"Vintage Vignettes: Maui artists with a presence"
In 2007 the Maui Arts and Cultural Center asked me to participate in an exhibition “Vintage Vignettes: Maui artists with a presence”. A group invitational exhibition honoring some of Maui’s favorite active and innovative leaders in the Arts (all over 60) “35 mini retrospectives.”
For “early work” I exhibited the earliest work I could locate. It was a “60 second rapid collage”, a piece from 1962, which I presented in a special peep show illuminated box attached to the rear of a gallery wall. The collage was viewed from a quarter-sized whole in the wall.
My “middle career work” was a re-creation of an Art Maui installation “Dr. Saito’s Office.” For this piece I got permission from gallery director Darrell Orwig to cut a door sized hole in the gallery brick wall and install a functioning door which led to two rooms created out of storage space. The spaces became the offices of the infamous Dr.Edward Saito, an early Maui doctor who “treated young women” with a solar ray apparatus.
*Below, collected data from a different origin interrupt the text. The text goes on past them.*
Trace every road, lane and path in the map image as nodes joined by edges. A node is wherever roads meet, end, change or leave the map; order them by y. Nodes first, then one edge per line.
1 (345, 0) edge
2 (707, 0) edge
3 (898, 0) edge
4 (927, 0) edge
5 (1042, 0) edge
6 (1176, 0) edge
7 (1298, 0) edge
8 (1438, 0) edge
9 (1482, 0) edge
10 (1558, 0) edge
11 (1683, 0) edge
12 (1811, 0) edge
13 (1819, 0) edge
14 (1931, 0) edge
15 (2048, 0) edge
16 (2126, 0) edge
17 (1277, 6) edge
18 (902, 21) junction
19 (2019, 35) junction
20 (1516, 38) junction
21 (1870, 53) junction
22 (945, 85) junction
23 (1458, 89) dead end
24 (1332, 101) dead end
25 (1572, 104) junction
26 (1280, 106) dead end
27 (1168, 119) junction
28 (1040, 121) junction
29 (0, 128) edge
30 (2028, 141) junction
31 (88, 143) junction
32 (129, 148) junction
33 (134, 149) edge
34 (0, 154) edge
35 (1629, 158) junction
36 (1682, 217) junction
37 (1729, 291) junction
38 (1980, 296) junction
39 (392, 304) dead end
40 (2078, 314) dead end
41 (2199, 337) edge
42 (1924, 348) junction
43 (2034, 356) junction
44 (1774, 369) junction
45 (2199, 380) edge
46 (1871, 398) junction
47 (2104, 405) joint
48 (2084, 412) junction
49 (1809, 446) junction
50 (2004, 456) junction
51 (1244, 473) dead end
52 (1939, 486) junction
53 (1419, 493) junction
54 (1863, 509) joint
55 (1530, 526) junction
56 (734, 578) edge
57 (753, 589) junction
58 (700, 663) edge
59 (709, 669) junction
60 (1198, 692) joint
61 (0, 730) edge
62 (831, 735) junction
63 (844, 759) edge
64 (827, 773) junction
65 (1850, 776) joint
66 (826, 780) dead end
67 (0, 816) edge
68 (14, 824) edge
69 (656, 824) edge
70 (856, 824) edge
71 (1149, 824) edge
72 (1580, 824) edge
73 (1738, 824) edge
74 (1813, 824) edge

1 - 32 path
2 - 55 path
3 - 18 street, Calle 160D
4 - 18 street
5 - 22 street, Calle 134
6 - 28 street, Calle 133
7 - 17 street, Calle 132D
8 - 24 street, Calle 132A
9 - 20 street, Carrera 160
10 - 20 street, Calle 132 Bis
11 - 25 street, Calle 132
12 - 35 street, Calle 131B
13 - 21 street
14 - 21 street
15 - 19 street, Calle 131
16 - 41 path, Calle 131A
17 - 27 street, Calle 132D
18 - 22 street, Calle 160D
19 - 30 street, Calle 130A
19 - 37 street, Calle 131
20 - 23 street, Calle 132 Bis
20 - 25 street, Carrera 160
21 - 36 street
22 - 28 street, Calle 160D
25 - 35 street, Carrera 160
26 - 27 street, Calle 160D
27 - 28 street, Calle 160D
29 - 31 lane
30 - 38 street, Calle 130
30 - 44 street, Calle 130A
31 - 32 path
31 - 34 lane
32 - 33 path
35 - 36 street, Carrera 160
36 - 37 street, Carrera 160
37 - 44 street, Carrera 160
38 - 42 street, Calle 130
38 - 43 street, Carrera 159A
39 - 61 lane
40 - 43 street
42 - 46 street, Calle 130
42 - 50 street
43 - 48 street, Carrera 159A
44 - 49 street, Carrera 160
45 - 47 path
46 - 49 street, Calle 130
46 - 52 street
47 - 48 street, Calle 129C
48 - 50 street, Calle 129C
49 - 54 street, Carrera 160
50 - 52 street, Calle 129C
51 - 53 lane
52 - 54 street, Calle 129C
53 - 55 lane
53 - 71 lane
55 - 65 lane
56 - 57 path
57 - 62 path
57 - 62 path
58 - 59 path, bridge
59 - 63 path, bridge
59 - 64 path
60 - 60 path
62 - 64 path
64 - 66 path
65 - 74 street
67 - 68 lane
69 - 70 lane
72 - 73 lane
The first room contained controversial old photos of his patients, his actual files, his old Underwood typewriter and the Solar Ray Apparatus itself. The second room was a recreation of the doctor’s inner treatment room complete with a mannequin wearing only thin nylon panties and socks along with high heel shoes. The exhibit was the source of much discussion; many people attacked me for acknowledging the doctor and his questionable practices.
The “current career work” I chose was a small, mounted, three flat radius screen installation of my popular 2006 one-man show, “Enigma Of The Mill ”.